El cambio de escenario financiero del país y una serie de variables políticas, entre ellas la tensión con Nación, retrasaron el plan. Unidos encamina la reforma constitucional con un PJ dispuesto a acordar y poco margen para que se filtre el espíritu libertario.
Santa Fe posterga el endeudamiento para obras.
El gobierno de Santa Fe aplazó la emisión de títulos de deuda en el exterior. Volverá a monitorear el mercado de capitales a principios de septiembre, una vez que haya finalizado el receso de verano en el gobierno de Estados Unidos, a donde el gobernador Maximiliano Pullaro y el ministro de Economía Pablo Olivares viajaron hace dos semanas para interesar inversores y traerse un panorama de primera mano.
La apuesta inicial del Ministerio de Economía era colocar la deuda autorizada por la Legislatura (1.000 millones de dólares como máximo) en la última quincena de julio. Si bien al mes le queda una semana, el cambio de escenario financiero del país y una serie de variables políticas retrasaron el plan.
Una de ellas es que con el riesgo país entre los 750 y 720 puntos, la tasa de interés no iba a ser menor de 9,25%. “Córdoba pagó a fin de junio 9,75%. La tomó porque tenía que cubrir vencimientos de deuda de unos 700 millones y no quiso arriesgarse. Santa Fe no tiene ese apuro y los fondos para mantener la obra pública que está en marcha los tenemos asegurados; por eso siempre se dijo que el crédito a tomar era para obra nueva”, confirmó una fuente de Economía.
Ciudad de Buenos Aires, que con Santa Fe comparte el podio de las mejores calificaciones de riesgo, postergó la emisión de deuda para después del 7 de septiembre, con la hipótesis de que un triunfo de la alianza entre LLA-PRO sobre el peronismo bonaerense mejorará las expectativas sobre el gobierno, las elecciones nacionales de octubre y la economía.
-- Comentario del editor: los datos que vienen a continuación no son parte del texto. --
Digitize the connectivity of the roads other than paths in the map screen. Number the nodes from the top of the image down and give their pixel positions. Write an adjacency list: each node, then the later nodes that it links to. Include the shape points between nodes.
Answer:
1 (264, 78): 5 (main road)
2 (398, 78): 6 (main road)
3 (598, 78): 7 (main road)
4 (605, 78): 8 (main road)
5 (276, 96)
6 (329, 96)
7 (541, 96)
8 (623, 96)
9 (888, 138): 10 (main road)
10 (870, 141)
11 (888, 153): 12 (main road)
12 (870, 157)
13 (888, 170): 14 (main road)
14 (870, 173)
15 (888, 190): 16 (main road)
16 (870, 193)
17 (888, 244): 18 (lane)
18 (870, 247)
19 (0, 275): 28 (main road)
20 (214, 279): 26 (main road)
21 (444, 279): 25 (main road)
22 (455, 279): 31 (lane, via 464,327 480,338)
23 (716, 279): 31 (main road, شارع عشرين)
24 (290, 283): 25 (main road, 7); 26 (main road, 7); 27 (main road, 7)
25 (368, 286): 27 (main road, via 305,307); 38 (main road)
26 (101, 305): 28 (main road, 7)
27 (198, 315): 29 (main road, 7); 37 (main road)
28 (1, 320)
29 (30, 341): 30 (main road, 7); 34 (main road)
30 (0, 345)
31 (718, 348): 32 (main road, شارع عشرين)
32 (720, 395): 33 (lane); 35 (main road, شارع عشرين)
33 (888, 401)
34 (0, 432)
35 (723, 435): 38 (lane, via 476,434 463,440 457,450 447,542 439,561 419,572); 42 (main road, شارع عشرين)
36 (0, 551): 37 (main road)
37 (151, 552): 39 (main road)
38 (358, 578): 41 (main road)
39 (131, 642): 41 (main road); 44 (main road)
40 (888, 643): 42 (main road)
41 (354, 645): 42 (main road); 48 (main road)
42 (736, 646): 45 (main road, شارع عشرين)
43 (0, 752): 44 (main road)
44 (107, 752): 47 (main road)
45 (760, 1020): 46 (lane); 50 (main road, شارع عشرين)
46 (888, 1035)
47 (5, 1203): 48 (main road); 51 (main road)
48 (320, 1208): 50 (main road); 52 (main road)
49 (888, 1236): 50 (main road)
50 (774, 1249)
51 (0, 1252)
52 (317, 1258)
Santa Fe tiene otra barrera por delante. El gobierno nacional aprobó pero todavía no autorizó la toma de crédito, que es imprescindible. En total hay 1.225 millones en espera: los 1.000 millones para infraestructura a tomar en el mercado de capitales y dos préstamos del CAF, uno de 150 millones para la reparación y ampliación de los accesos a los puertos del Gran Rosario y otro de 75 millones para la infraestructura de los Juegos Odesur. Este último lleva muchos meses de espera y obligó a que la Provincia iniciara las obras con recursos propios para terminar antes de la apertura del encuentro.
La demora del gobierno nacional no está relacionada a la conveniencia ni la capacidad de Santa Fe para tomar crédito. De hecho, no pasaron desapercibidas las recientes declaraciones en Radio Dos del economista Jorge Simón. El ex secretario de Ingresos Públicos de la Provincia respaldó la búsqueda de financiamiento. “Lo veo bien. Están tomando 1.000 millones, se retiran de la banca comercial privada para buscar en el exterior. En el gobierno de Omar Perotti lo hubiéramos querido hacer pero no se pudo por la pandemia y la falta de acuerdo con el Fondo Monetario Internacional”.
La firma final para que una provincia pueda hacerse del crédito es un acto arbitrario, que depende de la voluntad del gobierno de turno. En este caso las relaciones entre Nación y las provincias no pasan por su mejor momento.
Los gobernadores no peronistas exigen rediscutir los términos de una alianza no escrita a la que ellos aportaron a cambio de nada o casi nada, anteponiendo una mirada de las circunstancias y conveniencias políticas antes que beneficios concretos. Pullaro entre ellos.
En ese contexto, ir a los apurones a pedir la autorización para emitir deuda hubiera sido la excusa para que Nación exigiera bajar alguno de los reclamos que Santa Fe tiene en pie. Esencialmente son tres. La deuda previsional que Nación no paga, el reclamo por la falta de mantenimiento de las rutas nacionales (que Pullaro expone con llamativos carteles en los costados) o la posición de Santa Fe en el Congreso, junto al resto de las jurisdicciones, para distribuir los fondos de Aportes del Tesoro Nacional y parte del impuesto a los combustibles que hoy se los queda la Casa Rosada.